It would sure be great if we didn’t have to struggle with anything, or would it? Everything doesn’t go our way all the time. There are situations that challenge us to accept what is and move forward in a way that represents our best self. When we find that things are not working out as we planned, how do we react? Perhaps our emotions present as anger, fear, pain, indignation, denial, and so on. The following steps can help us move from discomfort to empowerment.
ONE: Notice your emotions
How are you feeling about the situation?
Angry, embarrassed, hurt
TWO: Identify the source of the emotional discomfort
Can you identify what is bothering you? Sometimes this is easy but other times you may be feeling poorly yet unable to identify the source. Give it some time. It make take a bit to discover the source.
Jimmy’s behavior. Jimmy was so disrespectful and mislead me. He told me he would meet me at the restaurant at 6 o’clock. When I arrived, he told me to go ahead and order and that he would be there soon. Jimmy never arrived. I was stuck with two dinners and the bill. When I called him to find out where he was, he just kept texting back that he would be right there. Eventually, I stopped calling. I was angry, embarrassed, hurt, and frustrated.
THREE: Accept that the situation is happening/ has happened
It is what it is
I needed to accept that Jimmy stood me up, I had a bill for two dinners, one dinner (I ate mine, it was delicious) and telling myself that people in the restaurant must think there was something wrong with me if no one showed up to meet me for dinner.
FOUR: Decide how you will approach the situation
What are your options? What options best align with your moral and values? Are you taking the high road?

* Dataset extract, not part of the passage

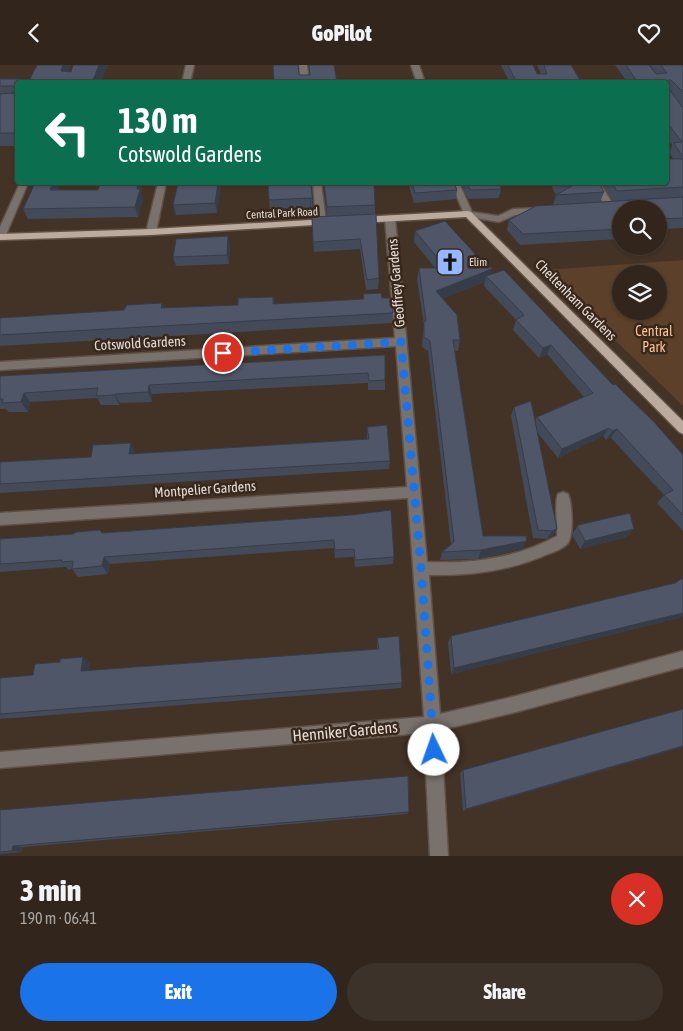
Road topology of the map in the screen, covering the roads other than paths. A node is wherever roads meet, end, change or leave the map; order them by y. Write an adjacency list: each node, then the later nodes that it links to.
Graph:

It was clear that Jimmy was not interested in showing up to dinner because he kept putting me off. I could; 1. Yell and him, after all, my anger is justified, right? If I follow that path I will just end up feeling anger which doesn’t do anything to Jimmy. Or 2. Accept that Jimmy not showing up is a reflection of his poor behavior not mine. If I follow that path, I feel better. I can forgive Jimmy for not coming which will make me feel better.
FIVE: Enact your approach
Do it!
I tell myself that Jimmy behavior is not a reflection upon me. If he can’t be honest and upfront about not showing up, that tells me that he may not be honest or upfront about other things. His behavior also indicates that I can not trust him to do what he says he is going to do. Further, I will not contact Jimmy. If he tries to contact me, I can voice my disappointment and not make future plans with him.I will also forgive Jimmy’s poor behavior so I don’t keep thinking about it. In essence, this is just letting the thoughts about the situation release from my brain. I don’t want to spend any more energy thinking about the situation. It does not make me feel good.
Evaluate your approach
Did you like how you handled the situation? Did it reflect your best self? Are you proud to tell others about your behavior?
I feel good about my decision to forgive Jimmy and not put myself in a position to be stood up again. I value and respect myself and my time. I don’t deserve others treating me poorly. If I don’t stand up for myself it will teach others that they don’t have to treat me with respect. I feel good about releasing my feelings of anger and disappointment about Jimmy’s behavior. I am also proud that I don’t talk about Jimmy’s poor behavior to others. I feel so good about my actions and am proud I handled the situation with dignity and respect.
Please feel free to use this template when working through some of your struggles.